Records contained in a dataset
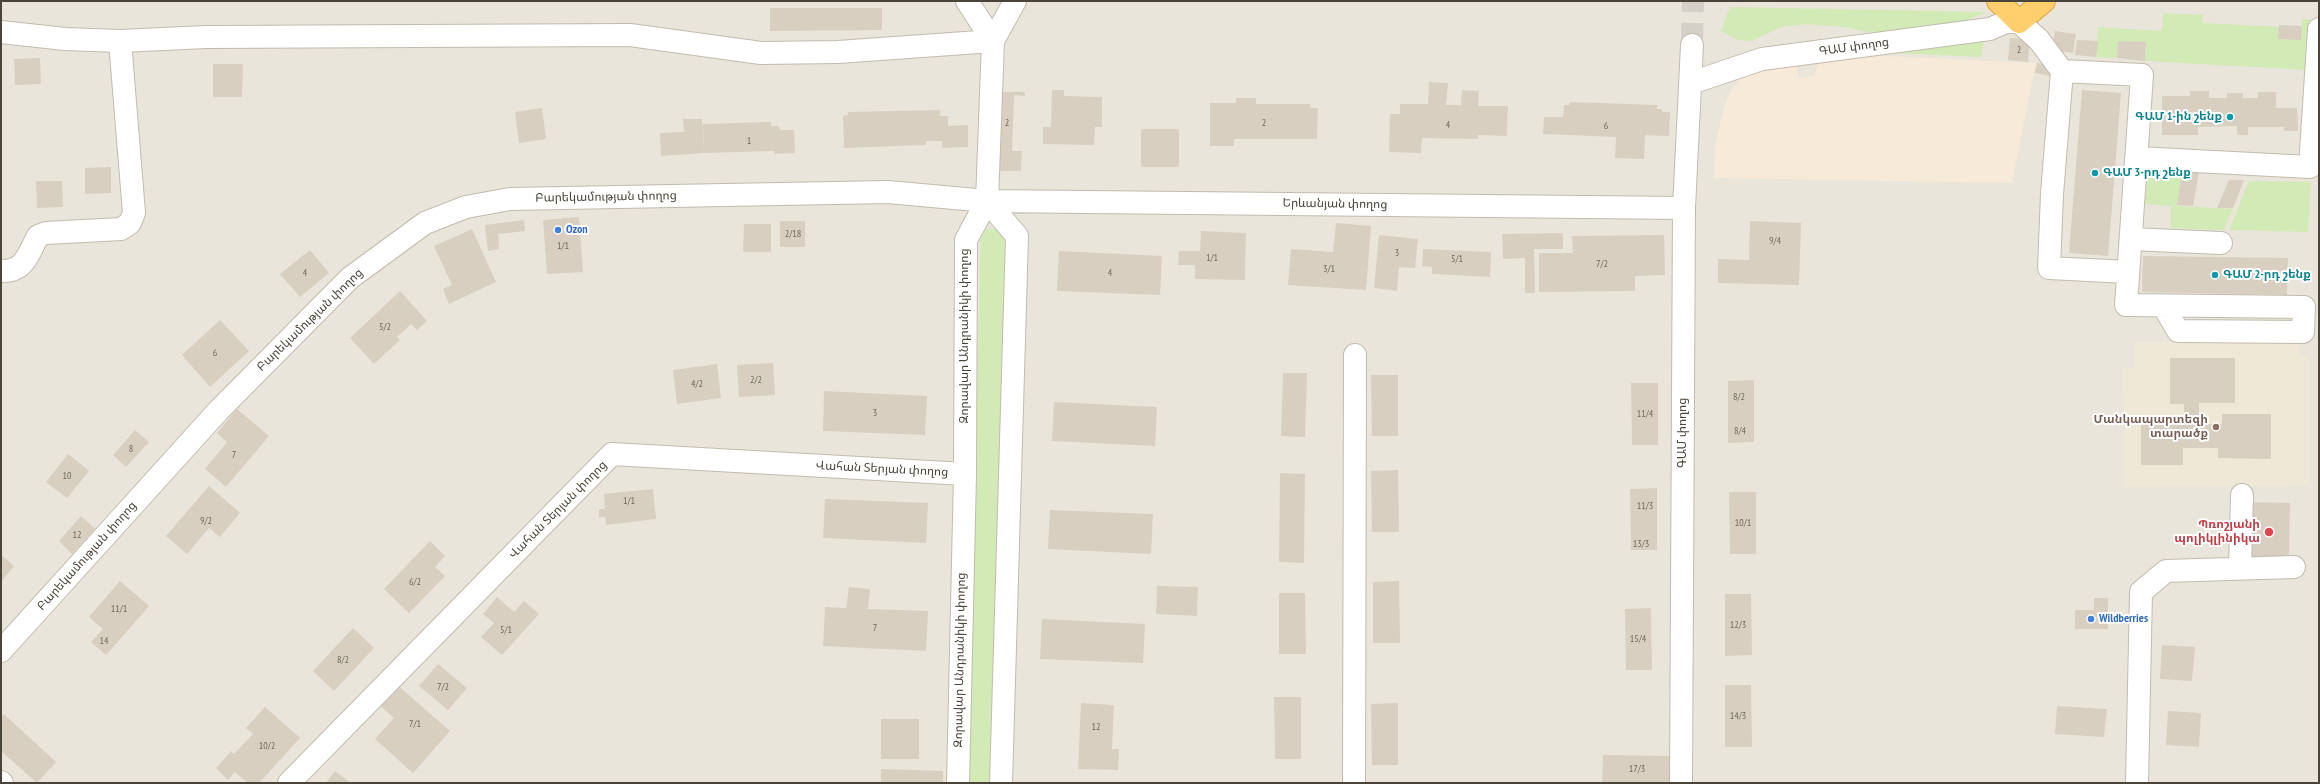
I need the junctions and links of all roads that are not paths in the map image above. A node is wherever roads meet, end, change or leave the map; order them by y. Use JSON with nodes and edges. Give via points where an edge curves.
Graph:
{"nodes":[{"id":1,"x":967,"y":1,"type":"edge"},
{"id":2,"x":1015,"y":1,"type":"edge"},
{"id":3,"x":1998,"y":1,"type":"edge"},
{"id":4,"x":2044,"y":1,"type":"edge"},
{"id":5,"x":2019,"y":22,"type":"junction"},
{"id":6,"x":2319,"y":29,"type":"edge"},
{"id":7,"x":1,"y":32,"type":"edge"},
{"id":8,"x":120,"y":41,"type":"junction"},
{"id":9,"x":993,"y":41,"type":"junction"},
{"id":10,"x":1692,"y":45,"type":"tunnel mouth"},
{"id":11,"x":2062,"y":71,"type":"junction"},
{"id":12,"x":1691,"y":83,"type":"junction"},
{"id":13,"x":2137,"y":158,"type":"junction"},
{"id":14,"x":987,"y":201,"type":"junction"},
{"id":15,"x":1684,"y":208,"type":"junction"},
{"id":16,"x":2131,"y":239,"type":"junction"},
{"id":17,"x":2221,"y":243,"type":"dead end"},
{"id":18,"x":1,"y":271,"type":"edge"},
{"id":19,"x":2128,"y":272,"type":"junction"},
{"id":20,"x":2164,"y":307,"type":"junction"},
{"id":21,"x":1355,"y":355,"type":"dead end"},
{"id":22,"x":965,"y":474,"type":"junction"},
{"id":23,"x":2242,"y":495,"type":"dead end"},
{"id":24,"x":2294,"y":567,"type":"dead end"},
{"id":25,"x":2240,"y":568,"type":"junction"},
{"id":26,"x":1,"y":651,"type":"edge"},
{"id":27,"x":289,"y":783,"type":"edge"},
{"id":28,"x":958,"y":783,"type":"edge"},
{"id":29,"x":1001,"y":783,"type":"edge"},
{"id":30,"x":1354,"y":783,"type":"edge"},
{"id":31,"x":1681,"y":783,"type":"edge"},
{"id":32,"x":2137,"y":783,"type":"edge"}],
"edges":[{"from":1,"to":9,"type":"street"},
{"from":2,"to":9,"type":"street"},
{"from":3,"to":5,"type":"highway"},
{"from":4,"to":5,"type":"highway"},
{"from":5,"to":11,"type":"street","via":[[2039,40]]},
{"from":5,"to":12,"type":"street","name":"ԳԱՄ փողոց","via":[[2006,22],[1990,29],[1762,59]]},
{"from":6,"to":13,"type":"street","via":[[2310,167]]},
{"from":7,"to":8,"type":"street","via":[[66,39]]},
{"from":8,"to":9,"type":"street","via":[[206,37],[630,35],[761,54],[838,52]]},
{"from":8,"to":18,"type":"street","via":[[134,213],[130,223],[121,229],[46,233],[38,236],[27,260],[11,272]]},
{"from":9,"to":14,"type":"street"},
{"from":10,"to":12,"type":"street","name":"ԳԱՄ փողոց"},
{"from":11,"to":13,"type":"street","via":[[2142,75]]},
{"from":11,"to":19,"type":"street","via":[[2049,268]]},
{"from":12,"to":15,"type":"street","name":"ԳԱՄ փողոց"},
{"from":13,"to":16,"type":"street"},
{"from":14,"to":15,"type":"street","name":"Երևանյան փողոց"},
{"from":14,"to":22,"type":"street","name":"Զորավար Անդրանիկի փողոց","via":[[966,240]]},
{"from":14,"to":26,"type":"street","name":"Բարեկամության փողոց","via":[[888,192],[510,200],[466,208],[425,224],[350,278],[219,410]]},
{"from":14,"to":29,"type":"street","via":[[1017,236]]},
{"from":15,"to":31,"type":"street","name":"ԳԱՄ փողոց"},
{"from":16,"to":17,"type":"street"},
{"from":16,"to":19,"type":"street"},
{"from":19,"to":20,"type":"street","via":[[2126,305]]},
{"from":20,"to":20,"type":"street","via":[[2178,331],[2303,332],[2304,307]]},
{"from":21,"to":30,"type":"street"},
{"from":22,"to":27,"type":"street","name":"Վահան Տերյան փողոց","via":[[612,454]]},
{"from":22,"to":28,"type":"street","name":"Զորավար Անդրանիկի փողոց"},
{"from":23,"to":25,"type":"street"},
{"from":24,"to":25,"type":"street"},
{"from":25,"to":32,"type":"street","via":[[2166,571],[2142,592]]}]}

> Work item: Each entry above must be restated word for word; the pictures stay out of the copy.

> Exercise output:
I need the junctions and links of all roads that are not paths in the map image above. A node is wherever roads meet, end, change or leave the map; order them by y. Use JSON with nodes and edges. Give via points where an edge curves.
Graph:
{"nodes":[{"id":1,"x":967,"y":1,"type":"edge"},
{"id":2,"x":1015,"y":1,"type":"edge"},
{"id":3,"x":1998,"y":1,"type":"edge"},
{"id":4,"x":2044,"y":1,"type":"edge"},
{"id":5,"x":2019,"y":22,"type":"junction"},
{"id":6,"x":2319,"y":29,"type":"edge"},
{"id":7,"x":1,"y":32,"type":"edge"},
{"id":8,"x":120,"y":41,"type":"junction"},
{"id":9,"x":993,"y":41,"type":"junction"},
{"id":10,"x":1692,"y":45,"type":"tunnel mouth"},
{"id":11,"x":2062,"y":71,"type":"junction"},
{"id":12,"x":1691,"y":83,"type":"junction"},
{"id":13,"x":2137,"y":158,"type":"junction"},
{"id":14,"x":987,"y":201,"type":"junction"},
{"id":15,"x":1684,"y":208,"type":"junction"},
{"id":16,"x":2131,"y":239,"type":"junction"},
{"id":17,"x":2221,"y":243,"type":"dead end"},
{"id":18,"x":1,"y":271,"type":"edge"},
{"id":19,"x":2128,"y":272,"type":"junction"},
{"id":20,"x":2164,"y":307,"type":"junction"},
{"id":21,"x":1355,"y":355,"type":"dead end"},
{"id":22,"x":965,"y":474,"type":"junction"},
{"id":23,"x":2242,"y":495,"type":"dead end"},
{"id":24,"x":2294,"y":567,"type":"dead end"},
{"id":25,"x":2240,"y":568,"type":"junction"},
{"id":26,"x":1,"y":651,"type":"edge"},
{"id":27,"x":289,"y":783,"type":"edge"},
{"id":28,"x":958,"y":783,"type":"edge"},
{"id":29,"x":1001,"y":783,"type":"edge"},
{"id":30,"x":1354,"y":783,"type":"edge"},
{"id":31,"x":1681,"y":783,"type":"edge"},
{"id":32,"x":2137,"y":783,"type":"edge"}],
"edges":[{"from":1,"to":9,"type":"street"},
{"from":2,"to":9,"type":"street"},
{"from":3,"to":5,"type":"highway"},
{"from":4,"to":5,"type":"highway"},
{"from":5,"to":11,"type":"street","via":[[2039,40]]},
{"from":5,"to":12,"type":"street","name":"ԳԱՄ փողոց","via":[[2006,22],[1990,29],[1762,59]]},
{"from":6,"to":13,"type":"street","via":[[2310,167]]},
{"from":7,"to":8,"type":"street","via":[[66,39]]},
{"from":8,"to":9,"type":"street","via":[[206,37],[630,35],[761,54],[838,52]]},
{"from":8,"to":18,"type":"street","via":[[134,213],[130,223],[121,229],[46,233],[38,236],[27,260],[11,272]]},
{"from":9,"to":14,"type":"street"},
{"from":10,"to":12,"type":"street","name":"ԳԱՄ փողոց"},
{"from":11,"to":13,"type":"street","via":[[2142,75]]},
{"from":11,"to":19,"type":"street","via":[[2049,268]]},
{"from":12,"to":15,"type":"street","name":"ԳԱՄ փողոց"},
{"from":13,"to":16,"type":"street"},
{"from":14,"to":15,"type":"street","name":"Երևանյան փողոց"},
{"from":14,"to":22,"type":"street","name":"Զորավար Անդրանիկի փողոց","via":[[966,240]]},
{"from":14,"to":26,"type":"street","name":"Բարեկամության փողոց","via":[[888,192],[510,200],[466,208],[425,224],[350,278],[219,410]]},
{"from":14,"to":29,"type":"street","via":[[1017,236]]},
{"from":15,"to":31,"type":"street","name":"ԳԱՄ փողոց"},
{"from":16,"to":17,"type":"street"},
{"from":16,"to":19,"type":"street"},
{"from":19,"to":20,"type":"street","via":[[2126,305]]},
{"from":20,"to":20,"type":"street","via":[[2178,331],[2303,332],[2304,307]]},
{"from":21,"to":30,"type":"street"},
{"from":22,"to":27,"type":"street","name":"Վահան Տերյան փողոց","via":[[612,454]]},
{"from":22,"to":28,"type":"street","name":"Զորավար Անդրանիկի փողոց"},
{"from":23,"to":25,"type":"street"},
{"from":24,"to":25,"type":"street"},
{"from":25,"to":32,"type":"street","via":[[2166,571],[2142,592]]}]}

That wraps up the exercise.